Stored records
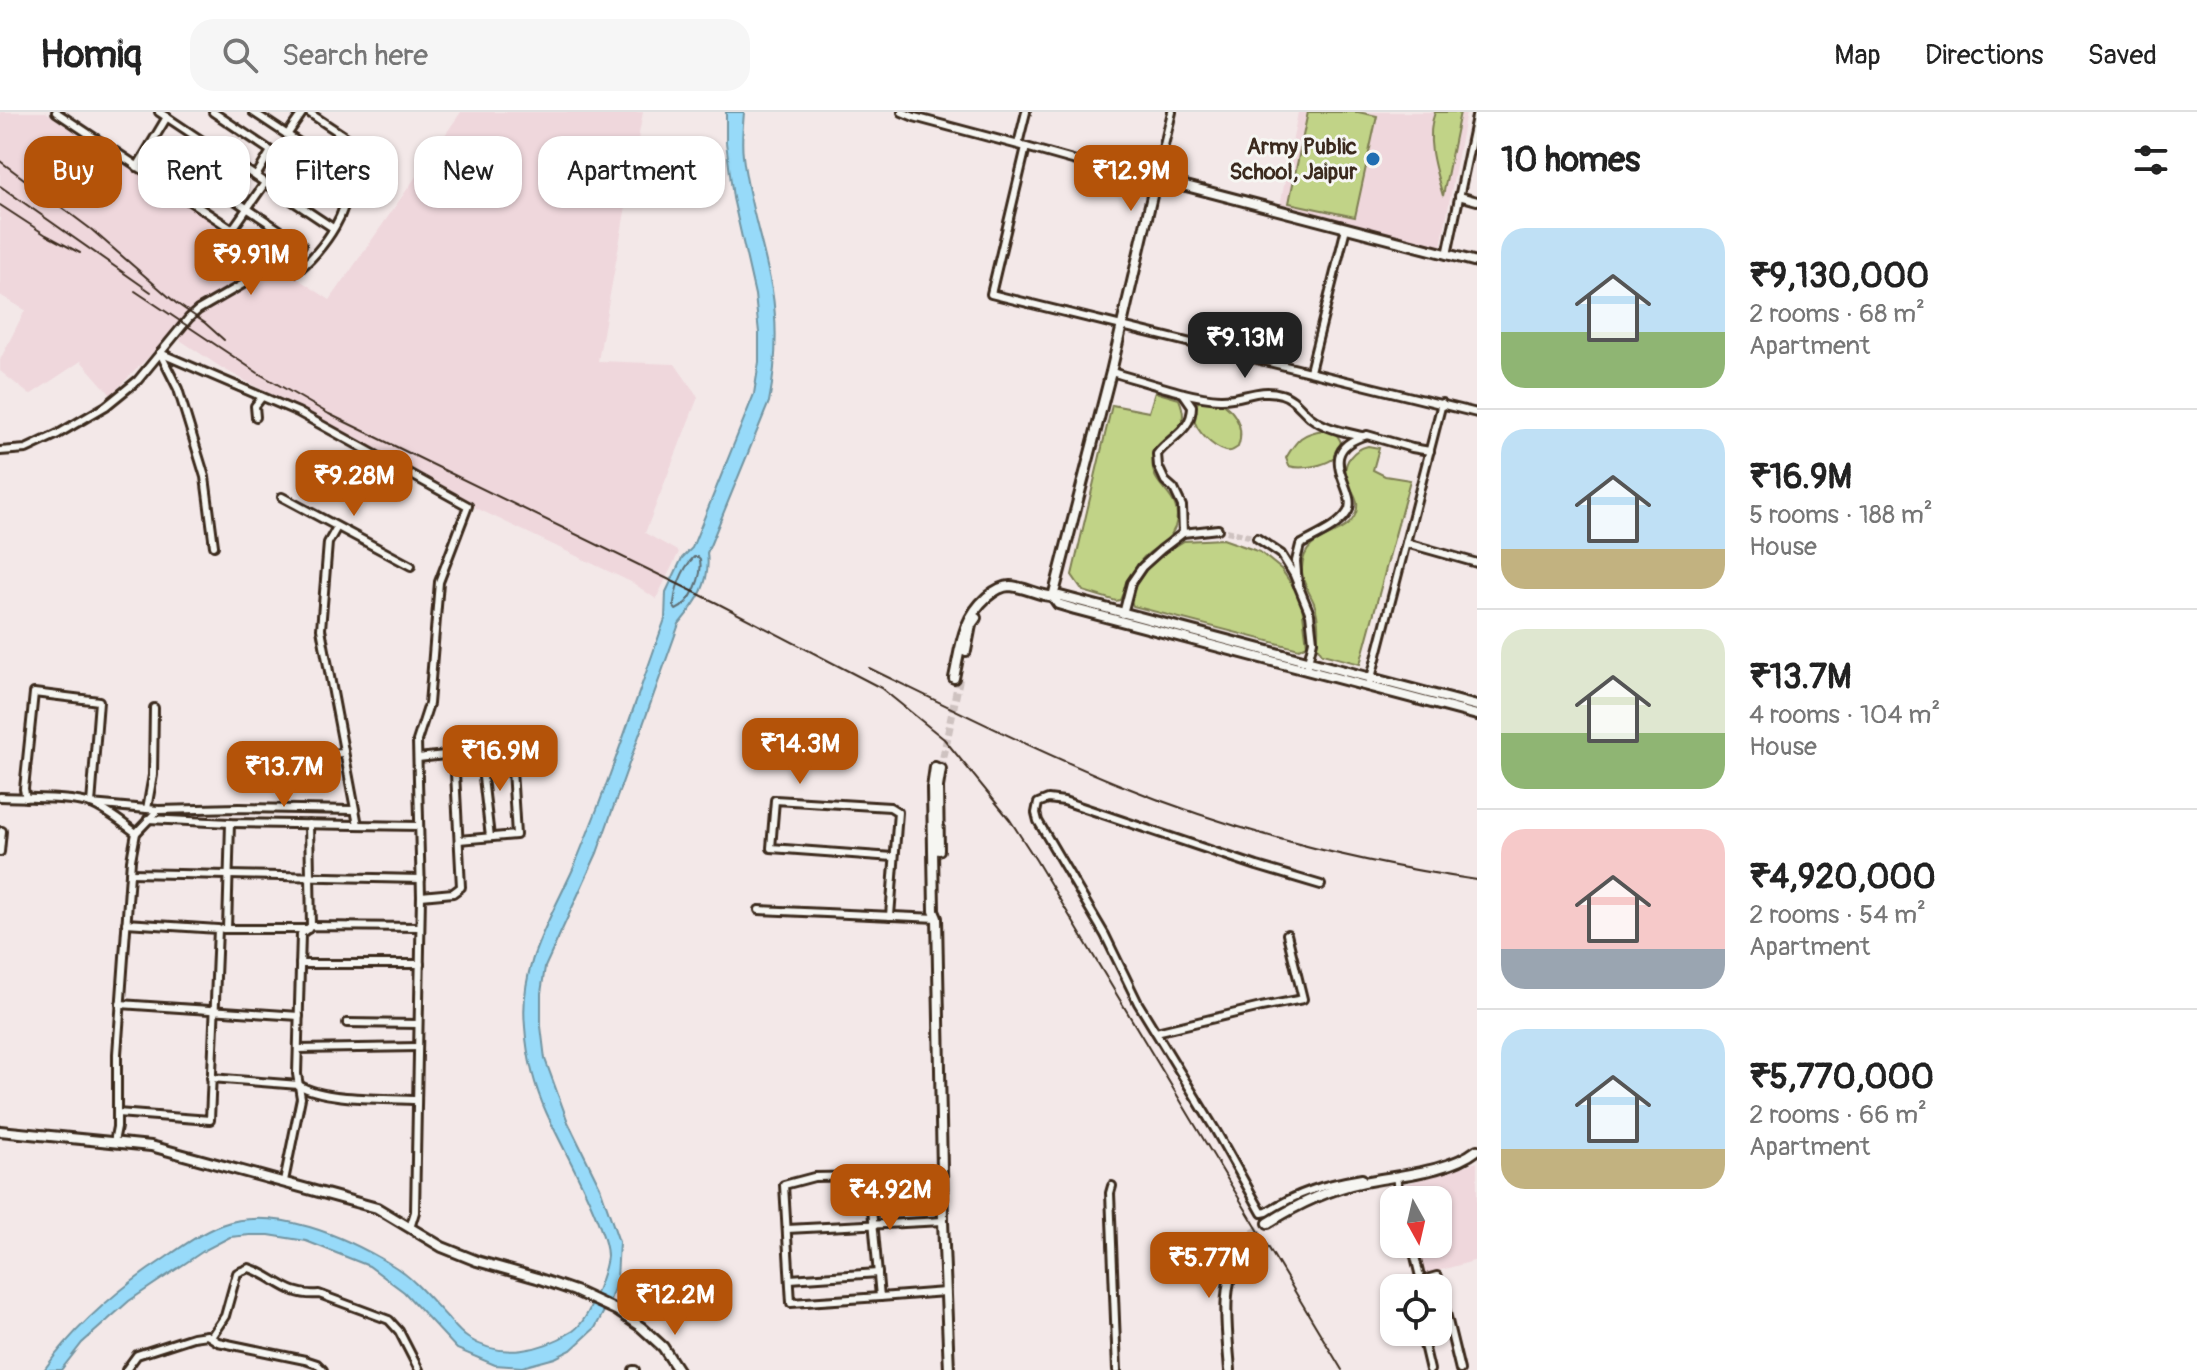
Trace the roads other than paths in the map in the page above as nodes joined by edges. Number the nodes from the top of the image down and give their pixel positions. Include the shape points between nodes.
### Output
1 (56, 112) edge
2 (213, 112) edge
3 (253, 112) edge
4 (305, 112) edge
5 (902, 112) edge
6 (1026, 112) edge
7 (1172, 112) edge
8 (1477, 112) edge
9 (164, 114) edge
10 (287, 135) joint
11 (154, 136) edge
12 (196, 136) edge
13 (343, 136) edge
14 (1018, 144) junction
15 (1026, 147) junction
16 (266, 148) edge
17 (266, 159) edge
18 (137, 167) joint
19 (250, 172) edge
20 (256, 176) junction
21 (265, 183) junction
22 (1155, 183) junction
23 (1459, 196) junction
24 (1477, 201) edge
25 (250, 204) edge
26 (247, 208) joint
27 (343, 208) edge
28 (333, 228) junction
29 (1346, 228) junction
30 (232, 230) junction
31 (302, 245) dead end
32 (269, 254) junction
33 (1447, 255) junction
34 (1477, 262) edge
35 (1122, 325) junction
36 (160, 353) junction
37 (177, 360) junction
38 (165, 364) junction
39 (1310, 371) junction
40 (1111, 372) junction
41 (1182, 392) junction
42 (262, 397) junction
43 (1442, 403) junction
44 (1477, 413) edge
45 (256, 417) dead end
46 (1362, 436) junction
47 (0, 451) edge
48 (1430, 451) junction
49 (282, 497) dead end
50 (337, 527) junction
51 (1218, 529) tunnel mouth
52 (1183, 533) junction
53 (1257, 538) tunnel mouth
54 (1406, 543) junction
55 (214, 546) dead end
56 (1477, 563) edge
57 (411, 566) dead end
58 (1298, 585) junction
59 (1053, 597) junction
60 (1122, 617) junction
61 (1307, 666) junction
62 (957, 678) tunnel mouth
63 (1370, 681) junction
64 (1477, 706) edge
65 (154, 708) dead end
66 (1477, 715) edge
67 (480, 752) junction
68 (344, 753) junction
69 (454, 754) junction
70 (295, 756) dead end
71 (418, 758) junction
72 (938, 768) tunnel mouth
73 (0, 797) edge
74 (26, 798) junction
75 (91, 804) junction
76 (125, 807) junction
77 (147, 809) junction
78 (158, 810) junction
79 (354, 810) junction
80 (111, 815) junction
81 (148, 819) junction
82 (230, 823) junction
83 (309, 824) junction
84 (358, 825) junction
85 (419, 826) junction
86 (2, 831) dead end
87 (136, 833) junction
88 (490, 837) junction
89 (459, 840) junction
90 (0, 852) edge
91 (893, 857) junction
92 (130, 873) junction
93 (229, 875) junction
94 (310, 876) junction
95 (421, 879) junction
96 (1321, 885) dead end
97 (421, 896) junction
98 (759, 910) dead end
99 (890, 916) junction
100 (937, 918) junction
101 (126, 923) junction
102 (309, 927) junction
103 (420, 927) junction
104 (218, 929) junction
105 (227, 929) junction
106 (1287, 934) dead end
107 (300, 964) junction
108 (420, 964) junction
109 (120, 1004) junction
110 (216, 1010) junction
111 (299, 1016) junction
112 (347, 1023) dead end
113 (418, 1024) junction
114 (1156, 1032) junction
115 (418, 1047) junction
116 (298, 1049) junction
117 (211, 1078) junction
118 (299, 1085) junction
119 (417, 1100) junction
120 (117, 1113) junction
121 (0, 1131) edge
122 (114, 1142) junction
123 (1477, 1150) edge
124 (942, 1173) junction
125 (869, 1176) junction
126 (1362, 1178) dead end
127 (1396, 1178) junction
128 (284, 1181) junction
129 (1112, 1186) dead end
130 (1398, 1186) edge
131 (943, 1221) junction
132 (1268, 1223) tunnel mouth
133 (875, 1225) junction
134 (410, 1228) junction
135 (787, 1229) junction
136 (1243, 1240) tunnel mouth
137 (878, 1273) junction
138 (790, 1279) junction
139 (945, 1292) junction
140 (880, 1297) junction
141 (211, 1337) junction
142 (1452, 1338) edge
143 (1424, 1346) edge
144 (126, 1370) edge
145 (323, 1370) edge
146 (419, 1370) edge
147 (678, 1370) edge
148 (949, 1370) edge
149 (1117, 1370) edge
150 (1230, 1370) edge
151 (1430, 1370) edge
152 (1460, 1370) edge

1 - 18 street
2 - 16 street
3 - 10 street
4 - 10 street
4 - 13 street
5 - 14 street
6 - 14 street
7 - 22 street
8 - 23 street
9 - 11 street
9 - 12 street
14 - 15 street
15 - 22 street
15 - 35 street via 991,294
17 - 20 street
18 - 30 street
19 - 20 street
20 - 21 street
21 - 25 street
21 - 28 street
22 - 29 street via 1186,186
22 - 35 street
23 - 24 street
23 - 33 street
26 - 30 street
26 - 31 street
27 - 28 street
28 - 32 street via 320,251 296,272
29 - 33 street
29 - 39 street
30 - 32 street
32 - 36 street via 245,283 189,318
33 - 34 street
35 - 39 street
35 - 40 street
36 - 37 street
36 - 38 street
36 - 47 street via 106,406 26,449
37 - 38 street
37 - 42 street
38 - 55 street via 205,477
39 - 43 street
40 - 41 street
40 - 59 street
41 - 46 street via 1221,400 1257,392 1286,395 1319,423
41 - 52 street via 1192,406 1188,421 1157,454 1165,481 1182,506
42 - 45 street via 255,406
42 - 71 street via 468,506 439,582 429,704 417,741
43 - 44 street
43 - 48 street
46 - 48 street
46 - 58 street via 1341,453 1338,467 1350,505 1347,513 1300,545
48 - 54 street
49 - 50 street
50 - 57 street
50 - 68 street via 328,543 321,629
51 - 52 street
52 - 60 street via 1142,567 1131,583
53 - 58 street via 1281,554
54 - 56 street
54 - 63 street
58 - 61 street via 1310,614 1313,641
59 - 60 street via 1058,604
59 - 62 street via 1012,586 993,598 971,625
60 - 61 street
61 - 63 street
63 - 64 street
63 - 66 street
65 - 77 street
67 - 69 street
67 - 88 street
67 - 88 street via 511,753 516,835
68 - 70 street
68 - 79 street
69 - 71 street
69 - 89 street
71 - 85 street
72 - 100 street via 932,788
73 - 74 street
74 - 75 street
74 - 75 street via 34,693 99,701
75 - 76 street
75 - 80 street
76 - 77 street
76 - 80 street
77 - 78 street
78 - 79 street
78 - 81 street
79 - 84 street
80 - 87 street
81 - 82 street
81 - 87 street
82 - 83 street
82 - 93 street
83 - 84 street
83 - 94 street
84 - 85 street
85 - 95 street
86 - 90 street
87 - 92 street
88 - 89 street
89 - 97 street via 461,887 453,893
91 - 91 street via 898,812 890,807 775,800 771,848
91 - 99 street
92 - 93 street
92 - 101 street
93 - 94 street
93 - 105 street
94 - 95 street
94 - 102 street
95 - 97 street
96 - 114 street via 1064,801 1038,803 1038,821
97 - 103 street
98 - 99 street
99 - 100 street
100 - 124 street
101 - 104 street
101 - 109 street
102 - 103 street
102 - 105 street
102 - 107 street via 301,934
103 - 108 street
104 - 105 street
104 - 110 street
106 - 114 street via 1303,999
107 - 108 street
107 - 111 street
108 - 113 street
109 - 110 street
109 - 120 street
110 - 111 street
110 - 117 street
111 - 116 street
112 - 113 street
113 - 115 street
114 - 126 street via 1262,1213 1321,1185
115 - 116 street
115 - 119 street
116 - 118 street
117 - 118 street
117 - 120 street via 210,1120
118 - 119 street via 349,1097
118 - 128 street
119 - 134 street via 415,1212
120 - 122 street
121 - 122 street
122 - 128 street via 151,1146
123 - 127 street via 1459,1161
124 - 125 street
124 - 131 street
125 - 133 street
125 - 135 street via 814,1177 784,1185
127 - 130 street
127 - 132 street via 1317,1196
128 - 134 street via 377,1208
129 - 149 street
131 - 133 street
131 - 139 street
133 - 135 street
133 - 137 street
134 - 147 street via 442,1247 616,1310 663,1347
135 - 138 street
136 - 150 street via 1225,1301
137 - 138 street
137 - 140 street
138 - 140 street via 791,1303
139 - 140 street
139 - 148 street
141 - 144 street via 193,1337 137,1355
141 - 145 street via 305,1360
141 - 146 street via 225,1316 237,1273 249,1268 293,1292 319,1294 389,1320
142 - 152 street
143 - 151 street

-- What you will do --
Counting the lines above that hold "mouth", reply with the number and no other words.

-- Response --
6